# Chapter 11 - Neural Networks

### 11.1 - Introduction

* The central idea is to extract linear combinations of the inputs as derived features, and then model the target as a nonlinear function of these features.

### 11.2 - Projection Pursuit Regression
 $f(X) = \sum_{m=1}^{M} g_m(w_m^T X)$ where X is an input with $p$ components.
* The non-linear function $g_m$ is called a Ridge function. It varies only in the direction defined by the linear weights vector $w_m$.
* The linear combination is the projection of $X$ onto the unit vector $w_m$. 
* We seek $w_m$ so that the model fits well (i.e. the pursuit).
* This model can approximate in continuous function in $\mathbb{R}^p$. This class of methods are called universal approximators.
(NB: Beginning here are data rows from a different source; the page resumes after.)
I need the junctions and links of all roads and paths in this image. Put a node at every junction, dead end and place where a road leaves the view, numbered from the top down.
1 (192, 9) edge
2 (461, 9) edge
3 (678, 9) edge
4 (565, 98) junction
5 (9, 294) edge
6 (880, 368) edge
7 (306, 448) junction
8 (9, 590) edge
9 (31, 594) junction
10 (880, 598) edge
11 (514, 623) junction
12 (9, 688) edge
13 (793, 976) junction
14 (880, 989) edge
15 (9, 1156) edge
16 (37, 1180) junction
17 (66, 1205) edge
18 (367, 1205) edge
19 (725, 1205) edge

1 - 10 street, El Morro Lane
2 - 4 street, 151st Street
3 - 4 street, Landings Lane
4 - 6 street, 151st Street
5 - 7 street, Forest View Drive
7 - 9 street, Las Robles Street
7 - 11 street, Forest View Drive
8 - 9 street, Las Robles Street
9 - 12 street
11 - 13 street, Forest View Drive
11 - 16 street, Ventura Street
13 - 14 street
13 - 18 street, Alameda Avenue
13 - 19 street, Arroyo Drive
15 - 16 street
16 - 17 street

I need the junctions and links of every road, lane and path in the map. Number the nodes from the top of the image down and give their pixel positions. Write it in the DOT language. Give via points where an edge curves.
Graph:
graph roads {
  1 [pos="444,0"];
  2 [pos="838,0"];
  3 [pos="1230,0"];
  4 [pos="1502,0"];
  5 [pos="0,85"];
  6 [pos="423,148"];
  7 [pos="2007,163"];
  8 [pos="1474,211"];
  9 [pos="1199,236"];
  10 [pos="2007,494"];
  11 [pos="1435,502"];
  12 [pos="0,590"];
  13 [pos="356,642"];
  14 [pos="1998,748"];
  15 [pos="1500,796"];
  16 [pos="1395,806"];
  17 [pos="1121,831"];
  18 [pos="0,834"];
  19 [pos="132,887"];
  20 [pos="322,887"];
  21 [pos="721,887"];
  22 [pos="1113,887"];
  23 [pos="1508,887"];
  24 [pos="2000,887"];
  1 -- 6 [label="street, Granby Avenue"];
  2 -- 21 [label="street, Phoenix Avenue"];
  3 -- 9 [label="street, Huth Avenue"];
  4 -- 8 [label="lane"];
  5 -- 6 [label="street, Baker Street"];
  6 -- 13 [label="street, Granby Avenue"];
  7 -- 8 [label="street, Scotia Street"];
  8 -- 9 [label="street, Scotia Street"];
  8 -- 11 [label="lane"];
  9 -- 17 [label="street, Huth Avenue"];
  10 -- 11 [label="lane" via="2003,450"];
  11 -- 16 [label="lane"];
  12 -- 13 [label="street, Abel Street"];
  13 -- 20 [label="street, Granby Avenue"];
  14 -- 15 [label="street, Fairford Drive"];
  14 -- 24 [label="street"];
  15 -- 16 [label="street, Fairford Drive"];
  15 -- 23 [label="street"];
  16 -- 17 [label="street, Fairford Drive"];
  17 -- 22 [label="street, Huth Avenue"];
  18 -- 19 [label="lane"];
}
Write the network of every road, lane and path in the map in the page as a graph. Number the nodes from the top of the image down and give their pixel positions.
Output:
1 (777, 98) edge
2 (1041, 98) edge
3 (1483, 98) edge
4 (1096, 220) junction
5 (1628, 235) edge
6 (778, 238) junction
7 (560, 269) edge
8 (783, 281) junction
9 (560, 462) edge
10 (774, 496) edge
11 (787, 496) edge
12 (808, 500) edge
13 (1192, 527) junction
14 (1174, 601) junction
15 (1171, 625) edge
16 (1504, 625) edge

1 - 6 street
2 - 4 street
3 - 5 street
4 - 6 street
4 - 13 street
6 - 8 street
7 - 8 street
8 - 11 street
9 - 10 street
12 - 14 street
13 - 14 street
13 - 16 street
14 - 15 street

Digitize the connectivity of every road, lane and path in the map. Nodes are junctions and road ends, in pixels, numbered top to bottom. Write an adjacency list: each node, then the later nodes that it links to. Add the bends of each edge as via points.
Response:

Generally the flexibility comes at a cost -- they are very hard to interpret.
* A model with $M=1$ is more interpretable.

### 11.3 - Neural Networks

* While there is a lot of hype around neural networks, they are just non-linear statistical models.
* A neural network is a 2 stage regression or classification model.
* In the first stage, derived features $Z_m$ are created from linear combinations of the inputs. (via an activation function).
* Then, the targets are modelled as a function of the linear combinations of the $Z_m$. (using the output function).
* The units in the middle of the network, computing the derived features $Z_m$, are called hidden units since they are not direclty observed.
* There can be more than 1 hidden layer.

### 11.4 - Fitting Neural Networks

* The unknown parameters in the neural network model are often called "weights".
* There are weights for determining the input to the activation function as well as the linear combination weights in the hidden layer (for passing into the final output function).
* The general way to fit is by gradient descent, which is called back-propagation in this setting.
* The gradient descent updates can be implemented with a 2 pass algorithm. In the forward pass, the current weights are fixed and the predicted values are computed. In the backward pass, the errors are computed for one set of weights and then back propagated to get the errors for the other set of weights. Both errors are then used to compute the gradients for the updates.
* The back propagation procedure is also called the "delta rule".
* In the back propagation algorithm, each hidden unit passes and receives information only to and from units that share a connection. Hence it can be implemented efficiently on a parallel architecture computer.
* A training epoch refers to one sweep through the entire training set.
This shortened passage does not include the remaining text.